Using such marketing techniques to appeal to health-conscious consumers may become common practice among food manufacturers. But industry experts say that will depend upon the type of product and on any action by FDA to define trans fat claims. "Many more products are trans fat-free than say they are trans fat-free," says Regina Hildwine, senior director, food labeling and standards, National Food Processors Association. "We expect that FDA will define some nutrient content claims about trans fat — including a "free" claim — and that food companies will be just as interested in using these claims as they are in using other claims."

Alternative Innovation

Changing the label to reflect the amount of trans fat in a product is only part of the food industry's overall mission. Most companies are aggressively seeking new alternatives to hydrogenated oils to reduce or eliminate the amount of trans fats in their products. "The fat and oil ingredients that look the most promising to individual companies will vary because of different types of products, ingredient properties, performance characteristics and cost effects," says Hildwine.

While food manufacturers aren't disclosing which alternatives they are seeking because of competitive issues, most have been working for several years on this challenge in anticipation of the final FDA rule on trans fat labeling.

ADM went to market with its NovaLipid line of zero/low trans fat alternatives last July and is receiving positive feedback from many of its customers. "Every application presents a different challenge," says ADM's Mike Rath. "There is no solution that will work for all applications, which is why we needed to develop a portfolio of options."

ADM's portfolio can be used with different product categories, depending on their requirements for taste, shelf-life, aroma and appearance, says Rath. The line includes naturally stable oils, tropical oils, blended oils and oils derived from enzyme interesterification. ADM says this last technique provides manufacturers of certain products — like margarine — with an economical, flexible and environmentally friendly alternative to hydrogenated oils.
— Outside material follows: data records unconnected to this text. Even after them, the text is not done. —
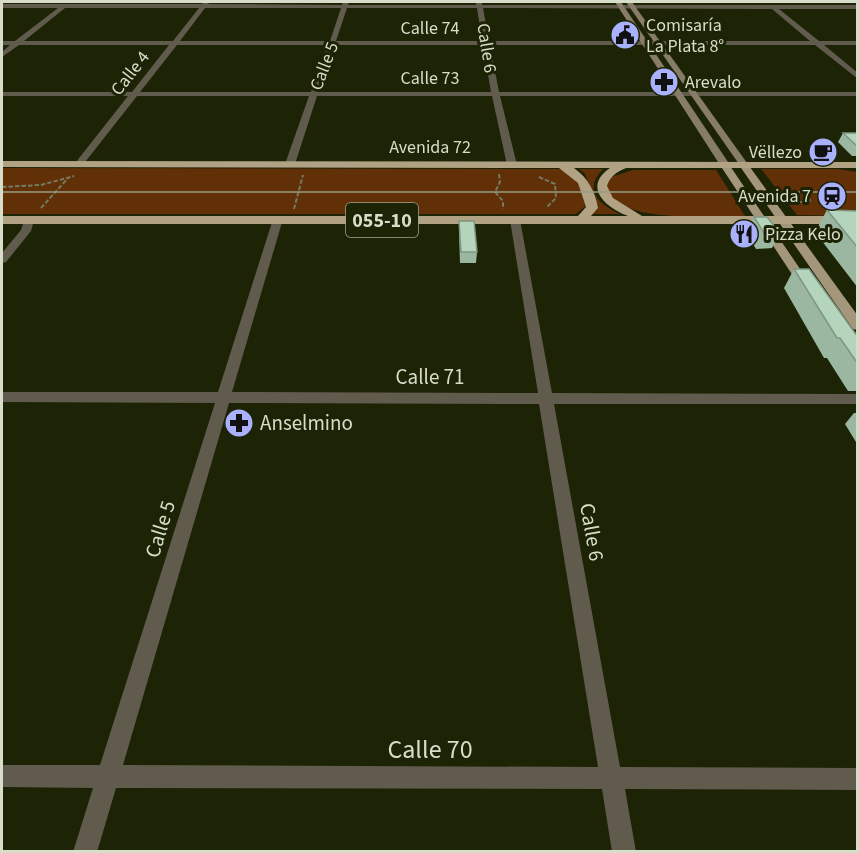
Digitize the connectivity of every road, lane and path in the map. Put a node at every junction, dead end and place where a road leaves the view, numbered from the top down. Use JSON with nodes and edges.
{"nodes":[{"id":1,"x":66,"y":4,"type":"edge"},
{"id":2,"x":205,"y":4,"type":"edge"},
{"id":3,"x":345,"y":4,"type":"edge"},
{"id":4,"x":480,"y":4,"type":"edge"},
{"id":5,"x":619,"y":4,"type":"edge"},
{"id":6,"x":631,"y":4,"type":"edge"},
{"id":7,"x":770,"y":4,"type":"edge"},
{"id":8,"x":2,"y":6,"type":"edge"},
{"id":9,"x":858,"y":7,"type":"edge"},
{"id":10,"x":2,"y":43,"type":"edge"},
{"id":11,"x":16,"y":43,"type":"junction"},
{"id":12,"x":174,"y":43,"type":"junction"},
{"id":13,"x":333,"y":43,"type":"junction"},
{"id":14,"x":486,"y":43,"type":"junction"},
{"id":15,"x":645,"y":43,"type":"junction"},
{"id":16,"x":658,"y":43,"type":"junction"},
{"id":17,"x":818,"y":43,"type":"junction"},
{"id":18,"x":858,"y":43,"type":"edge"},
{"id":19,"x":2,"y":55,"type":"edge"},
{"id":20,"x":858,"y":76,"type":"edge"},
{"id":21,"x":314,"y":93,"type":"junction"},
{"id":22,"x":2,"y":94,"type":"edge"},
{"id":23,"x":134,"y":94,"type":"junction"},
{"id":24,"x":495,"y":94,"type":"junction"},
{"id":25,"x":679,"y":94,"type":"junction"},
{"id":26,"x":694,"y":94,"type":"junction"},
{"id":27,"x":858,"y":94,"type":"edge"},
{"id":28,"x":2,"y":164,"type":"edge"},
{"id":29,"x":79,"y":164,"type":"junction"},
{"id":30,"x":290,"y":164,"type":"junction"},
{"id":31,"x":306,"y":164,"type":"junction"},
{"id":32,"x":562,"y":165,"type":"junction"},
{"id":33,"x":624,"y":165,"type":"junction"},
{"id":34,"x":725,"y":165,"type":"junction"},
{"id":35,"x":744,"y":165,"type":"junction"},
{"id":36,"x":858,"y":166,"type":"edge"},
{"id":37,"x":498,"y":169,"type":"junction"},
{"id":38,"x":510,"y":169,"type":"junction"},
{"id":39,"x":76,"y":176,"type":"dead end"},
{"id":40,"x":536,"y":176,"type":"dead end"},
{"id":41,"x":69,"y":177,"type":"junction"},
{"id":42,"x":2,"y":187,"type":"edge"},
{"id":43,"x":809,"y":198,"type":"dead end"},
{"id":44,"x":784,"y":202,"type":"dead end"},
{"id":45,"x":540,"y":209,"type":"dead end"},
{"id":46,"x":49,"y":212,"type":"dead end"},
{"id":47,"x":285,"y":219,"type":"junction"},
{"id":48,"x":581,"y":219,"type":"junction"},
{"id":49,"x":647,"y":219,"type":"junction"},
{"id":50,"x":858,"y":219,"type":"edge"},
{"id":51,"x":2,"y":220,"type":"edge"},
{"id":52,"x":29,"y":220,"type":"junction"},
{"id":53,"x":509,"y":220,"type":"junction"},
{"id":54,"x":762,"y":220,"type":"junction"},
{"id":55,"x":782,"y":220,"type":"junction"},
{"id":56,"x":2,"y":260,"type":"edge"},
{"id":57,"x":813,"y":297,"type":"edge"},
{"id":58,"x":858,"y":326,"type":"edge"},
{"id":59,"x":2,"y":398,"type":"edge"},
{"id":60,"x":223,"y":398,"type":"junction"},
{"id":61,"x":546,"y":398,"type":"junction"},
{"id":62,"x":858,"y":399,"type":"edge"},
{"id":63,"x":2,"y":776,"type":"edge"},
{"id":64,"x":108,"y":776,"type":"junction"},
{"id":65,"x":612,"y":778,"type":"junction"},
{"id":66,"x":858,"y":779,"type":"edge"},
{"id":67,"x":85,"y":852,"type":"edge"},
{"id":68,"x":624,"y":852,"type":"edge"}],
"edges":[{"from":1,"to":2,"type":"street"},
{"from":1,"to":8,"type":"street"},
{"from":1,"to":11,"type":"street"},
{"from":2,"to":3,"type":"street"},
{"from":2,"to":12,"type":"street","name":"Calle 4"},
{"from":3,"to":4,"type":"street"},
{"from":3,"to":13,"type":"street","name":"Calle 5"},
{"from":4,"to":5,"type":"street"},
{"from":4,"to":14,"type":"street","name":"Calle 6"},
{"from":5,"to":6,"type":"street"},
{"from":5,"to":15,"type":"main road"},
{"from":6,"to":7,"type":"street"},
{"from":6,"to":16,"type":"main road"},
{"from":7,"to":9,"type":"street"},
{"from":7,"to":17,"type":"street"},
{"from":10,"to":11,"type":"street","name":"Calle 74"},
{"from":11,"to":12,"type":"street","name":"Calle 74"},
{"from":11,"to":19,"type":"street"},
{"from":12,"to":13,"type":"street","name":"Calle 74"},
{"from":12,"to":23,"type":"street","name":"Calle 4"},
{"from":13,"to":14,"type":"street","name":"Calle 74"},
{"from":13,"to":21,"type":"street","name":"Calle 5"},
{"from":14,"to":15,"type":"street","name":"Calle 74"},
{"from":14,"to":24,"type":"street","name":"Calle 6"},
{"from":15,"to":16,"type":"street","name":"Calle 74"},
{"from":15,"to":25,"type":"main road"},
{"from":16,"to":17,"type":"street","name":"Calle 74"},
{"from":16,"to":26,"type":"main road"},
{"from":17,"to":18,"type":"street","name":"Calle 74"},
{"from":17,"to":20,"type":"street"},
{"from":21,"to":23,"type":"street","name":"Calle 73"},
{"from":21,"to":24,"type":"street","name":"Calle 73"},
{"from":21,"to":30,"type":"street","name":"Calle 5"},
{"from":22,"to":23,"type":"street","name":"Calle 73"},
{"from":23,"to":29,"type":"street","name":"Calle 4"},
{"from":24,"to":25,"type":"street","name":"Calle 73"},
{"from":24,"to":38,"type":"street","name":"Calle 6"},
{"from":25,"to":26,"type":"street","name":"Calle 73"},
{"from":25,"to":34,"type":"main road"},
{"from":26,"to":27,"type":"street","name":"Calle 73"},
{"from":26,"to":35,"type":"main road"},
{"from":28,"to":29,"type":"highway","name":"Avenida 72"},
{"from":29,"to":30,"type":"highway","name":"Avenida 72"},
{"from":29,"to":41,"type":"path"},
{"from":30,"to":31,"type":"highway","name":"Avenida 72"},
{"from":31,"to":37,"type":"highway","name":"Avenida 72"},
{"from":31,"to":47,"type":"path"},
{"from":32,"to":33,"type":"highway","name":"Avenida 72"},
{"from":32,"to":38,"type":"highway","name":"Avenida 72"},
{"from":32,"to":48,"type":"highway"},
{"from":33,"to":34,"type":"highway","name":"Avenida 72"},
{"from":33,"to":49,"type":"highway"},
{"from":34,"to":35,"type":"highway","name":"Avenida 72"},
{"from":34,"to":54,"type":"main road"},
{"from":35,"to":36,"type":"highway","name":"Avenida 72"},
{"from":35,"to":55,"type":"main road"},
{"from":37,"to":38,"type":"highway","name":"Avenida 72"},
{"from":37,"to":38,"type":"path"},
{"from":37,"to":53,"type":"path"},
{"from":39,"to":41,"type":"path"},
{"from":40,"to":45,"type":"path"},
{"from":41,"to":42,"type":"path"},
{"from":41,"to":46,"type":"path"},
{"from":43,"to":44,"type":"path"},
{"from":47,"to":52,"type":"highway","number":"055-10"},
{"from":47,"to":53,"type":"highway","number":"055-10"},
{"from":47,"to":60,"type":"street","name":"Calle 5"},
{"from":48,"to":49,"type":"highway","number":"055-10"},
{"from":48,"to":53,"type":"highway","number":"055-10"},
{"from":49,"to":54,"type":"highway","number":"055-10"},
{"from":50,"to":55,"type":"highway","number":"055-10"},
{"from":51,"to":52,"type":"highway","number":"055-10"},
{"from":52,"to":56,"type":"street"},
{"from":53,"to":61,"type":"street","name":"Calle 6"},
{"from":54,"to":55,"type":"highway","number":"055-10"},
{"from":54,"to":57,"type":"main road"},
{"from":55,"to":58,"type":"main road"},
{"from":59,"to":60,"type":"street","name":"Calle 71"},
{"from":60,"to":61,"type":"street","name":"Calle 71"},
{"from":60,"to":64,"type":"street","name":"Calle 5"},
{"from":61,"to":62,"type":"street","name":"Calle 71"},
{"from":61,"to":65,"type":"street","name":"Calle 6"},
{"from":63,"to":64,"type":"street","name":"Calle 70"},
{"from":64,"to":65,"type":"street","name":"Calle 70"},
{"from":64,"to":67,"type":"street","name":"Calle 5"},
{"from":65,"to":66,"type":"street","name":"Calle 70"},
{"from":65,"to":68,"type":"street","name":"Calle 6"}]}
Because there is no "one-size-fits-all" option to trans fats, the food industry must look at both short- and long-term solutions — one of which may utilize modern biotechnology. The issue of biotech has long been a source of frustration for food manufacturers who have been up against fierce opposition to the technology in Europe and have struggled to show consumers any tangible health benefits to using bioengineered crops. Ironically, the trans fat problem may open the door to greater consumer acceptance of the use of biotechnology in foods.

"Long term — three to five years out — the industry may be using genetic modification to breed crops that have a better nutritional profile so you don't have to use hydrogenated oils," says GMA's Kretser. "This could be the first example of the use of modern biotechnology that has a significant health benefit." But, she adds, new sources of oil will require significant interest and demand from the food industry.

As part of a three-phase soybean breeding project, Monsanto Co., St. Louis, recently announced it will apply biotechnology to develop a soybean that will enable the production of a trans- and saturated fat-free soy oil. The company is already using conventional breeding techniques to create a soybean that would produce a new kind of soy oil — one that reduces the need for hydrogenation and helps reduce and eliminate trans fats in many foods.

"It is our hope that these enhanced soybeans will provide economic and environmental benefits for growers and healthier solutions for consumers who are concerned about their intake of unhealthy fats," says David Stark, Monsanto's vice president of global industry partnerships.

One thing is clear: with the long-term complexities involved in developing viable trans-free alternatives — and the short-term task of changing the Nutrition Facts panel — the food industry has its marching orders in hand for the next several years.

Lisa Allen is president of ALLEN Communications Inc., based in Alexandria, Va.